The detection surface below shows the estimated probability that an animal centred at each point is caught at all. Its total is the effective sampling area: the array reaches beyond its own footprint but fades within a few sigma, which is exactly the region a fixed buffer tries, and fails, to guess.

gdf <- data.frame(x = G[, 1], y = G[, 2], pdot = pdh)
p2 <- ggplot(gdf, aes(x, y, fill = pdot)) +
  geom_raster(interpolate = TRUE) +
  geom_point(data = as.data.frame(traps), aes(x, y), inherit.aes = FALSE,
             shape = 3, colour = ink, size = 1.6, stroke = 0.5) +
  scale_fill_gradient(low = paper, high = forest, name = "P(detected)") +
  coord_equal() +
  labs(x = "easting", y = "northing",
       title = "Effective sampling area",
       subtitle = paste0("a_eff = ", round(a_eff, 1), " over a state-space of ", A)) +
  theme_te()
p2
A smooth heatmap over the state-space shading from pale to dark green, brightest across the trap grid and fading outward, with small dark points marking the traps.
Figure 2: Estimated probability of detection as a function of an animal’s activity-centre location (paper to forest gradient), with traps overlaid. The integral of this surface is the effective sampling area; it extends past the array but decays smoothly, so no single buffer width reproduces it.

Takeaways

Non-spatial capture-recapture answers a question with no clean edge: how many animals were exposed to the array. Converting that to density needs an area that the data do not define, and the answer swings several-fold with the buffer you pick. SCR makes the activity centre a latent variable, ties detection to distance through g0 and sigma, and estimates density directly with a principled effective sampling area. The whole likelihood is a grid integral and an optim call; no specialised package is needed to see how it works. The spatial recaptures do the heavy lifting, so the next post looks at how trap spacing and array extent govern whether sigma, and therefore density, can be estimated with any precision.

References

Efford, M. 2004. Density estimation in live-trapping studies. Oikos 106(3):598-610 (10.1111/j.0030-1299.2004.13043.x).

Borchers, D. L. and Efford, M. G. 2008. Spatially explicit maximum likelihood methods for capture-recapture studies. Biometrics 64(2):377-385 (10.1111/j.1541-0420.2007.00927.x).

Efford, M. G., Borchers, D. L. and Byrom, A. E. 2009. Density estimation by spatially explicit capture-recapture: likelihood-based methods. In: Modeling Demographic Processes in Marked Populations, Springer (10.1007/978-0-387-78151-8_11).

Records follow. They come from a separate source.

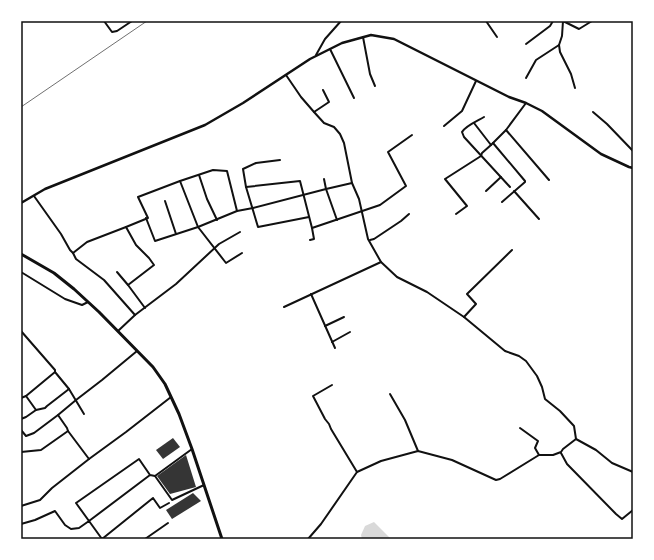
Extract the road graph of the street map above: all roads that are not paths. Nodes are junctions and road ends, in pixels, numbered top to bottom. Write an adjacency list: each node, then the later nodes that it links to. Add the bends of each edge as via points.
1 (104, 21): 2 (street, via 112,32)
2 (132, 21)
3 (341, 21): 13 (street, via 325,39)
4 (486, 21): 9 (street)
5 (553, 21): 10 (street)
6 (563, 21): 7 (street, via 579,29); 11 (street)
7 (592, 21)
8 (363, 37): 12 (street); 16 (street, via 371,35 394,39); 17 (street)
9 (497, 37)
10 (526, 44)
11 (559, 45): 15 (street, via 536,60); 18 (street)
12 (330, 49): 13 (street); 20 (street)
13 (316, 56): 14 (street)
14 (286, 74): 22 (street, via 301,98); 46 (street, via 244,103 205,125 45,189)
15 (526, 78)
16 (476, 80): 21 (street); 26 (street, via 462,111)
17 (374, 86)
18 (575, 88)
19 (323, 90): 22 (street, via 329,102)
20 (354, 98)
21 (526, 103): 27 (street); 33 (street, via 542,111 601,154)
22 (314, 112): 39 (street, via 340,134)
23 (593, 112): 30 (street)
24 (484, 116): 25 (street)
25 (474, 123): 29 (street); 31 (street, via 464,127 462,132)
26 (444, 126)
27 (506, 130): 29 (street); 37 (street)
28 (412, 135): 52 (street, via 388,152 406,186 380,205)
29 (492, 144): 31 (street); 44 (street, via 525,181)
30 (633, 151)
31 (481, 156): 35 (street); 54 (street, via 445,179 467,206)
32 (280, 160): 40 (street, via 256,163 243,169)
33 (633, 168)
34 (199, 175): 38 (street); 51 (street, via 213,170 227,171); 58 (street)
35 (501, 177): 41 (street); 43 (street)
36 (324, 179): 42 (street)
37 (549, 180)
38 (180, 181): 56 (street, via 138,197); 61 (street)
39 (352, 183): 42 (street); 52 (street)
40 (246, 187): 45 (street, via 300,181); 50 (street)
41 (510, 187)
42 (326, 189): 45 (street); 59 (street)
43 (486, 191)
44 (514, 191): 48 (street); 57 (street)
45 (303, 195): 50 (street); 55 (street)
46 (34, 196): 49 (street); 69 (street)
47 (165, 201): 64 (street)
48 (502, 202)
49 (21, 203)
50 (252, 208): 51 (street); 55 (street, via 258,227)
51 (237, 211): 58 (street)
52 (363, 211): 59 (street); 66 (street)
53 (409, 214): 66 (street)
54 (456, 214)
55 (309, 217): 62 (street)
56 (146, 218): 60 (street); 64 (street, via 155,241)
57 (539, 219)
58 (218, 220): 61 (street)
59 (337, 220): 62 (street)
60 (126, 227): 69 (street, via 87,242); 75 (street, via 136,245 154,265)
61 (198, 227): 64 (street); 67 (street)
62 (312, 228): 65 (street, via 314,239)
63 (240, 232): 67 (street)
64 (176, 234)
65 (310, 240)
66 (370, 240): 72 (street)
67 (215, 249): 70 (street, via 226,263); 79 (street)
68 (512, 250): 82 (street, via 466,294 476,304)
69 (73, 253): 80 (street, via 76,259 104,280)
70 (242, 253)
71 (21, 254): 77 (main road, via 54,273)
72 (381, 262): 76 (street); 82 (street, via 397,277 427,292)
73 (21, 272): 77 (street, via 65,299 82,305)
74 (117, 272): 75 (street)
75 (128, 285): 79 (street)
76 (311, 294): 78 (street); 83 (street)
77 (88, 302): 84 (main road)
78 (284, 307)
79 (145, 308): 80 (street)
80 (135, 316): 84 (street)
81 (344, 316): 83 (street)
82 (464, 317): 105 (street, via 505,351 526,361 537,376 545,399 574,426)
83 (325, 326): 87 (street)
84 (118, 331): 89 (main road)
85 (21, 332): 90 (street)
86 (350, 332): 87 (street)
87 (332, 342): 88 (street)
88 (335, 348)
89 (137, 351): 95 (main road, via 153,367); 97 (street)
90 (55, 372): 92 (street); 94 (street)
91 (332, 385): 112 (street, via 312,396)
92 (69, 389): 97 (street); 98 (street, via 45,408)
93 (390, 394): 108 (street, via 405,420)
94 (26, 396): 96 (street); 98 (street)
95 (171, 397): 106 (main road); 111 (street)
96 (21, 398)
97 (76, 400): 99 (street); 100 (street)
98 (36, 410): 101 (street)
99 (84, 414)
100 (58, 415): 103 (street, via 34,433 26,436); 104 (street)
101 (21, 419)
102 (520, 428): 110 (street, via 538,440 535,448)
103 (21, 430)
104 (68, 431): 107 (street, via 41,450); 111 (street)
105 (576, 439): 109 (street); 113 (street, via 596,450 612,464)
106 (192, 449): 115 (street); 116 (main road)
107 (21, 452)
108 (418, 452): 110 (street, via 452,460 496,480); 112 (street, via 381,461)
109 (561, 452): 110 (street); 119 (street, via 567,464 622,519)
110 (539, 455)
111 (89, 459): 118 (street, via 40,500)
112 (358, 472): 125 (street)
113 (633, 472)
114 (150, 475): 115 (street); 120 (street); 120 (street, via 139,459 76,503)
115 (155, 476): 116 (street, via 172,500)
116 (204, 485): 124 (main road)
117 (169, 503): 120 (street, via 160,508 153,498 102,539)
118 (21, 506)
119 (633, 510)
120 (89, 521): 122 (street, via 79,528 71,529 55,511)
121 (168, 523): 123 (street)
122 (21, 524)
123 (145, 539)
124 (222, 539)
125 (308, 539)

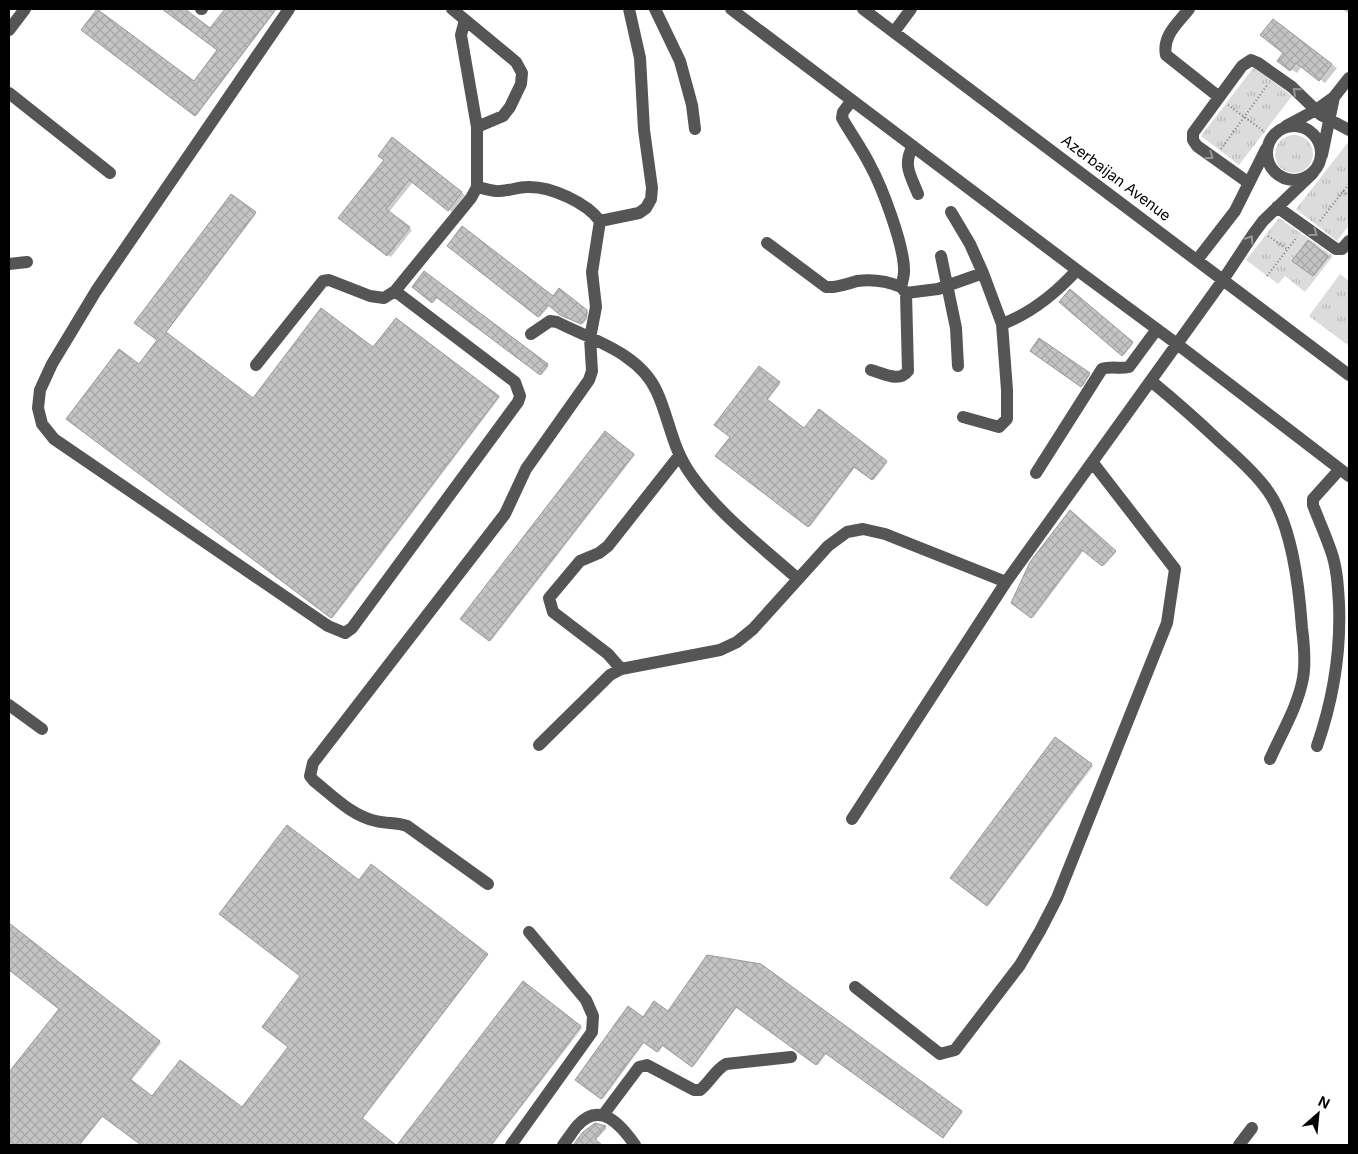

Royle, J. A. and Young, K. V. 2008. A hierarchical model for spatial capture-recapture data. Ecology 89(8):2281-2289 (10.1890/07-0601.1).

Otis, D. L., Burnham, K. P., White, G. C. and Anderson, D. R. 1978. Statistical inference from capture data on closed animal populations. Wildlife Monographs 62:3-135 (10.2307/3830650).

Royle, J. A., Chandler, R. B., Sollmann, R. and Gardner, B. 2014. Spatial Capture-Recapture. Academic Press (ISBN 978-0-12-405939-9).